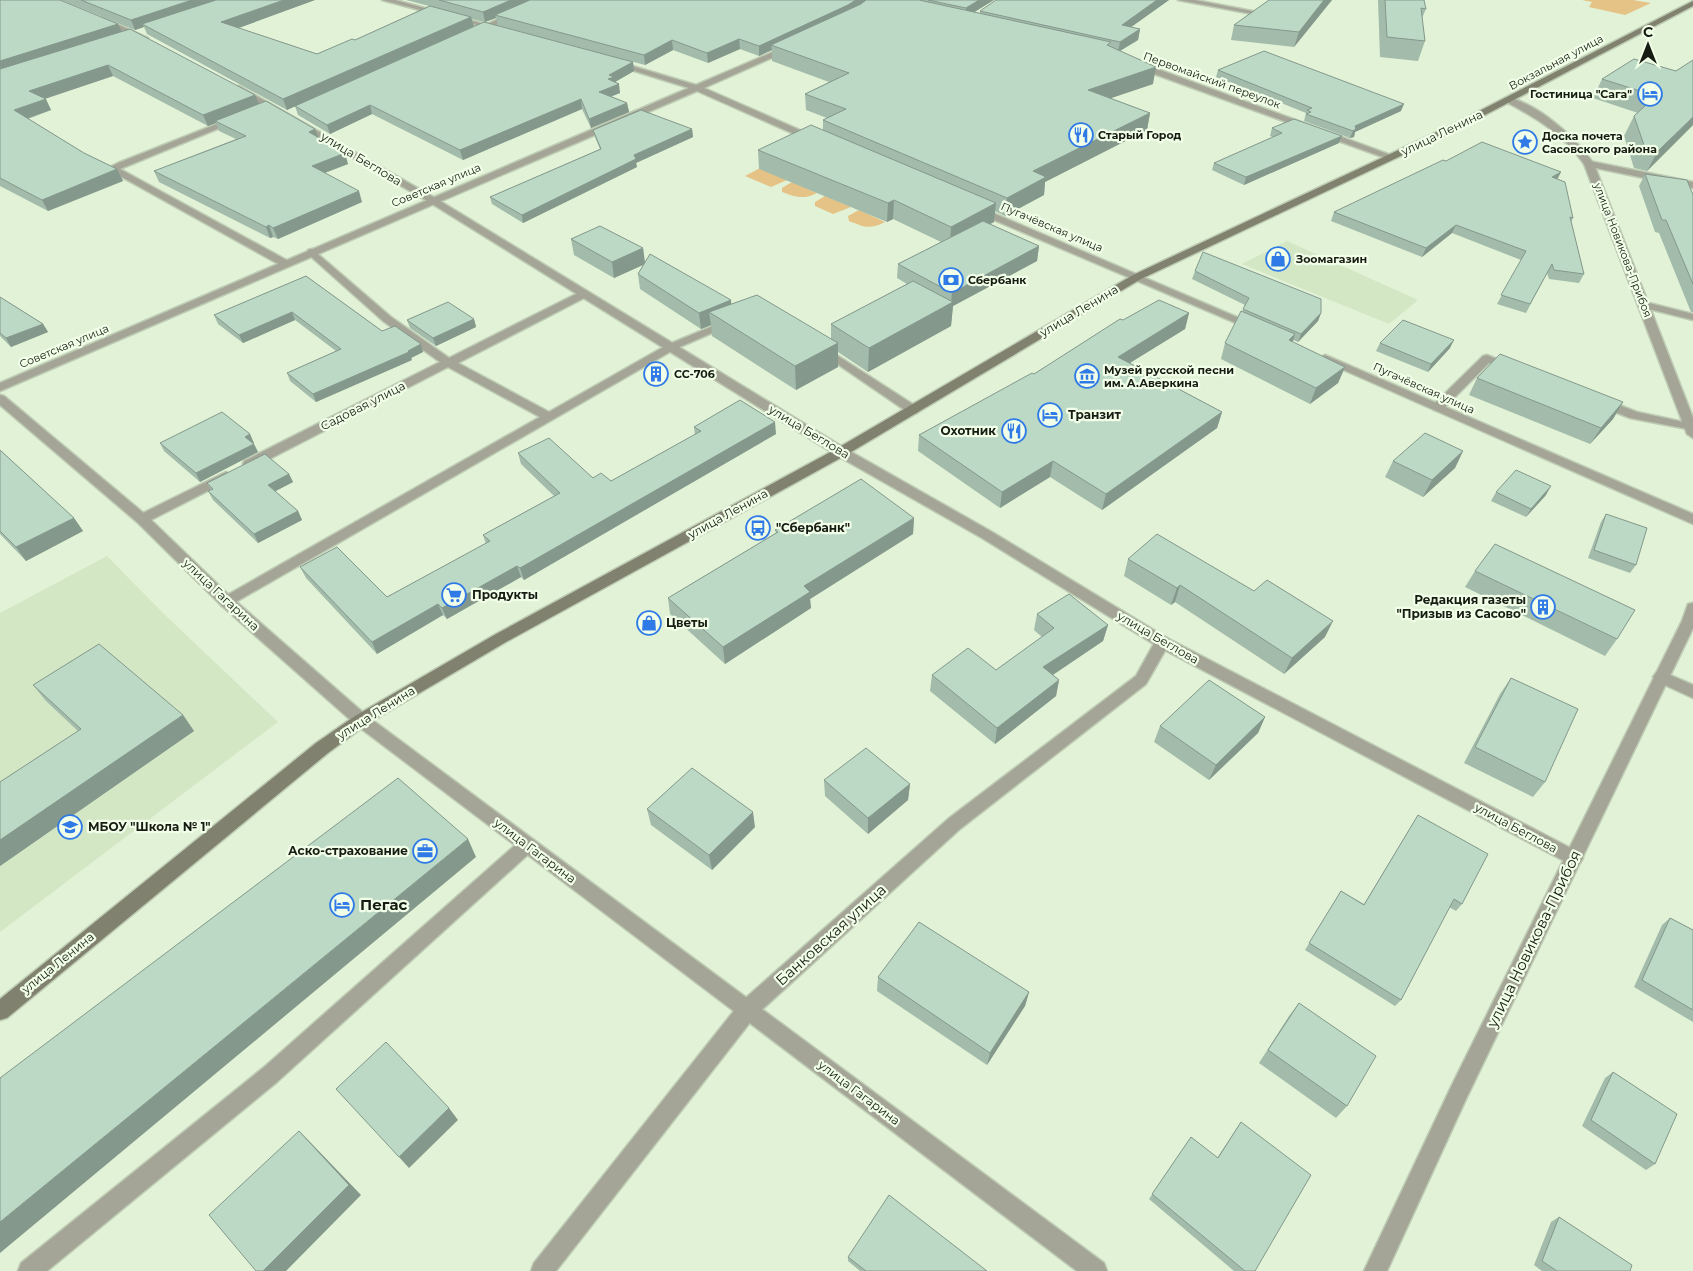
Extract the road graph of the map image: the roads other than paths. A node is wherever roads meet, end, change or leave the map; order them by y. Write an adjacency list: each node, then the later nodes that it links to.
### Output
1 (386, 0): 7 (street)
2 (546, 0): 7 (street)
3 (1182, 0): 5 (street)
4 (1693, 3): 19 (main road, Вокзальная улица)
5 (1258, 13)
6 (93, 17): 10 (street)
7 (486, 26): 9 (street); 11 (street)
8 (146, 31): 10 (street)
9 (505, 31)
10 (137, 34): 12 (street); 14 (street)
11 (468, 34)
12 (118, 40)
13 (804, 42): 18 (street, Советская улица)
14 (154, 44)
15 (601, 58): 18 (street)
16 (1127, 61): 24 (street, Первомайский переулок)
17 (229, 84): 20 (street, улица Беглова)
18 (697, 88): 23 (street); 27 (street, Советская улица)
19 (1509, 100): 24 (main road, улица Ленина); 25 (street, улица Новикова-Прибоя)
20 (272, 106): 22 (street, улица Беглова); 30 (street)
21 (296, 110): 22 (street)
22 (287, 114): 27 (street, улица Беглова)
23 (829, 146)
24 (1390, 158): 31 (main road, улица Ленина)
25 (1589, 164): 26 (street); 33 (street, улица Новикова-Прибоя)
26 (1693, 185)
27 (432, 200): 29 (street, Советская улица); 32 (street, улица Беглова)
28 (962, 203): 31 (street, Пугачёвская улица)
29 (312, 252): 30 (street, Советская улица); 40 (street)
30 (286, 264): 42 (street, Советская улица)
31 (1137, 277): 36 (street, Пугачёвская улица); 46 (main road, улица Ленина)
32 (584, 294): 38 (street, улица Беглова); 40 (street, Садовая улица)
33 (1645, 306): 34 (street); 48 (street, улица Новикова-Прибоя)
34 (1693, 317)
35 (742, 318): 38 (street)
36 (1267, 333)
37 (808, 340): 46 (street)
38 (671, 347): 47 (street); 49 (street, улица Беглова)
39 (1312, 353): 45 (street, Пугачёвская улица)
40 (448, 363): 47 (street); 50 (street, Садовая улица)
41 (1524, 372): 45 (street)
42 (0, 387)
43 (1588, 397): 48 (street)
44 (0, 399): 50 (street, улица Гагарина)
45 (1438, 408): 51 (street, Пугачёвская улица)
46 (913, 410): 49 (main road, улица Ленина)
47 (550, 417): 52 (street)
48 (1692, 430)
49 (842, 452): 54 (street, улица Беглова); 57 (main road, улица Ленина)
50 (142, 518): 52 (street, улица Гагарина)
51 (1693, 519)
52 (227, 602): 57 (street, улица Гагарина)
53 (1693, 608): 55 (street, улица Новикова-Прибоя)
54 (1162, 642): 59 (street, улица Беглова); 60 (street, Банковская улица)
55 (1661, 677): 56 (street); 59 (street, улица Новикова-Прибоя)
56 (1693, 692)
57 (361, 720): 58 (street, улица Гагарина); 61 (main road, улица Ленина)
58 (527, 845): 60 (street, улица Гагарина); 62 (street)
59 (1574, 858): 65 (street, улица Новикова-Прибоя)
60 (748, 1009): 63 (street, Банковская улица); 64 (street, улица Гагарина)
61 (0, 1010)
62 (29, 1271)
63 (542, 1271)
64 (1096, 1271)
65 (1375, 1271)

PROMPT:
Take from the material every line that holds "Советская".

ANSWER FOR THIS EXERCISE:
13 (804, 42): 18 (street, Советская улица)
18 (697, 88): 23 (street); 27 (street, Советская улица)
27 (432, 200): 29 (street, Советская улица); 32 (street, улица Беглова)
29 (312, 252): 30 (street, Советская улица); 40 (street)
30 (286, 264): 42 (street, Советская улица)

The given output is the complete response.